To ensure that this waiting does not happen, entrepreneurs need to develop mission-driven culture and decentralized management styles that push decisions in a more effective way. How could this be possible? Commitment must be the first internal agreement as a team. Priorities according to schedules, milestones, and specific tasks should be well defined since the beginning. Therefore, everyone knows which aspects are the most important for each one in the team.

Based on the previous thought, it is vital to follow the second principle of structural fast-response departments while building a company (Blank, 2006), which refers to the OODA loop (Observe, Orient, Decide, and Act). Through a clear observation, entrepreneurs could integrate information about how they work in a regular way: Who carries messages? How is information given to the rest of the team?, and how do they solve situations?. Orientation focuses on defining if role missions are well understood by everyone else according to the roles they play. It is important to remember that even though some team members could emphasize more on certain factors of the startup, all of them should know both the big picture and key issues that affect the company’s affairs. According to the decision-making stage of the cycle mentioned before, here is where founders should analyze the way they decide, and how do they base their attention through corporate, departmental, or independent missions. Although decision making is the main factor in a startup since it defines the development and the speed to accomplish goals, the action stage is the most relevant and riskiest factor to care. Here, entrepreneurs need to evaluate if they have efficient processes for executing tactical decisions immediately. Additionally, they must evaluate if their procedures involve synchronization of actions and if they have lessons-learned methods for reviewing past decisions.

Responsibility = Accountability = Ownership, and a sense of ownership is the most powerful weapon a team or organization can have. ~Pat Summitt

Mission-centric management is the foundation on which agile companies build fast-response roles or departments. This administration deals better with fundamental problems such as uncertainty and time that a startup face. Although precision and certainty are unattainable in most situations, the startup must build on what is achievable: speed and agility. Working with a mission-centric management, founders find the flexibility to deal with rapidly changing situations. This model for decision-making process provides a company with flexibility, cohesion, and responsiveness but it requires conscious thinking from both managers and employees.

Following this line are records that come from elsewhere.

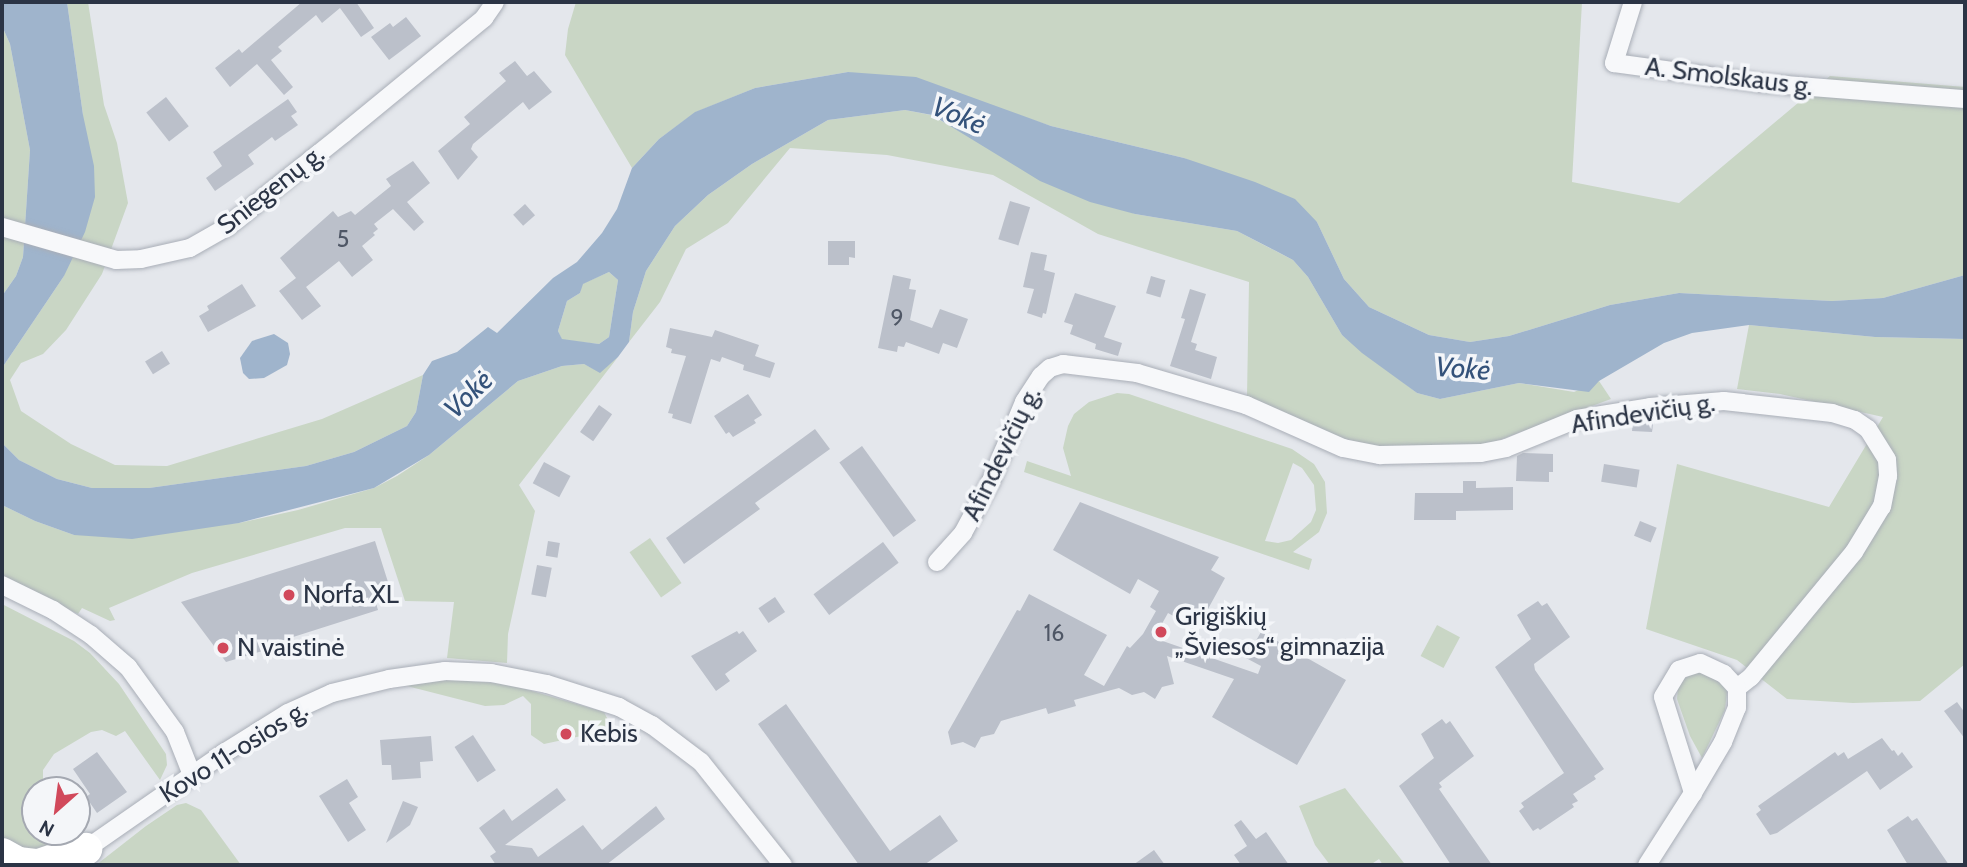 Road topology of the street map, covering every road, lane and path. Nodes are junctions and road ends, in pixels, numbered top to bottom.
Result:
1 (495, 2) edge
2 (1633, 2) edge
3 (1965, 99) edge
4 (2, 227) edge
5 (936, 562) dead end
6 (2, 585) edge
7 (1737, 688) junction
8 (192, 775) junction
9 (1693, 793) junction
10 (2, 854) edge
11 (80, 857) edge
12 (38, 865) edge
13 (783, 865) edge
14 (1647, 865) edge

1 - 4 street, Sniegenų g.
2 - 3 street, A. Smolskaus g.
5 - 7 street, Afindevičių g.
6 - 8 street
7 - 9 street
7 - 9 street
8 - 11 street, Kovo 11-osios g.
8 - 13 street, Kovo 11-osios g.
9 - 14 street
10 - 12 highway
11 - 12 highway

The description of a role mission details the tasks to be done but not the reason or intention for executing them. The intention looks for the result of what the team expects. It is the most important step because although the situation may change, the intention is more enduring and continues to guide the startup’s actions. By making the mission purpose widely known across the members of the team, it gives them as much freedom as possible to choose how the goals ultimately get accomplished. While working on quick response to situations, startups also practice and challenge their leadership skills. There are no explicit guidelines nor detailed directions, instead there is a broad trail to follow. Through this methodology, teams maximize low-level initiatives while achieving a high level of cooperation in order to respond to both expected and unexpected situations.

Entrepreneurs should focus on the success of their startup and its bases: searching, finding, and exploiting opportunities. To do so, founders and members of a startup must accept that taking the initiative and acting on their own doesn’t mean they are free to act. To perform in a responsible way, they should keep the mission in mind and coordinate their actions among the diverse areas and people.

Creating a culture of members’ initiative depends on making alliances, selecting, hiring, and retaining people who work best in this type of environment.

Fast responses would not be achieved if founders hire or tolerate members in the team who wait for orders or believe they must do everything by the book. Collaborators must tell if they feel uncomfortable or if they perceive a colleague that feels as a superstar who will never cooperate with their peers. (Blank, 2006)

As mentioned before, every team of founders needs to act with conviction and confidence. Working with mutual trust generates effects on morale because it increases the identity of the project and carries people to share goals and achievements.

“A good plan violently executed now is better than a perfect plan next week” ~George Patton

In startups, most decisions face uncertainty because almost every situation is unique. There is no perfect solution, thus entrepreneurs shouldn’t agonize trying to find one. Obviously, there are cases where time is not a limited factor, such as long-term planning, product development, and funding research. In those scenarios, entrepreneurs should not decide in an arbitrary way. For the rest of the situations, startups need a “Good Enough” decision-making culture to practice fast-response actions.

Risks are important to be tracked, that is why mission-centric processes can still fail with the right synchronization between roles. Through customer and product development entrepreneurs find out realities from the market while they work on product features. Together both areas trigger business strategies oriented to accomplish goals and they conjunctly look for the success of the company. Synchronization does not mean exhaustive meetings, but it refers to have well-defined communication channels ensuring that all areas understand the same mission; every team member follows the support in interdepartmental missions; and that they approve the executions of the missions.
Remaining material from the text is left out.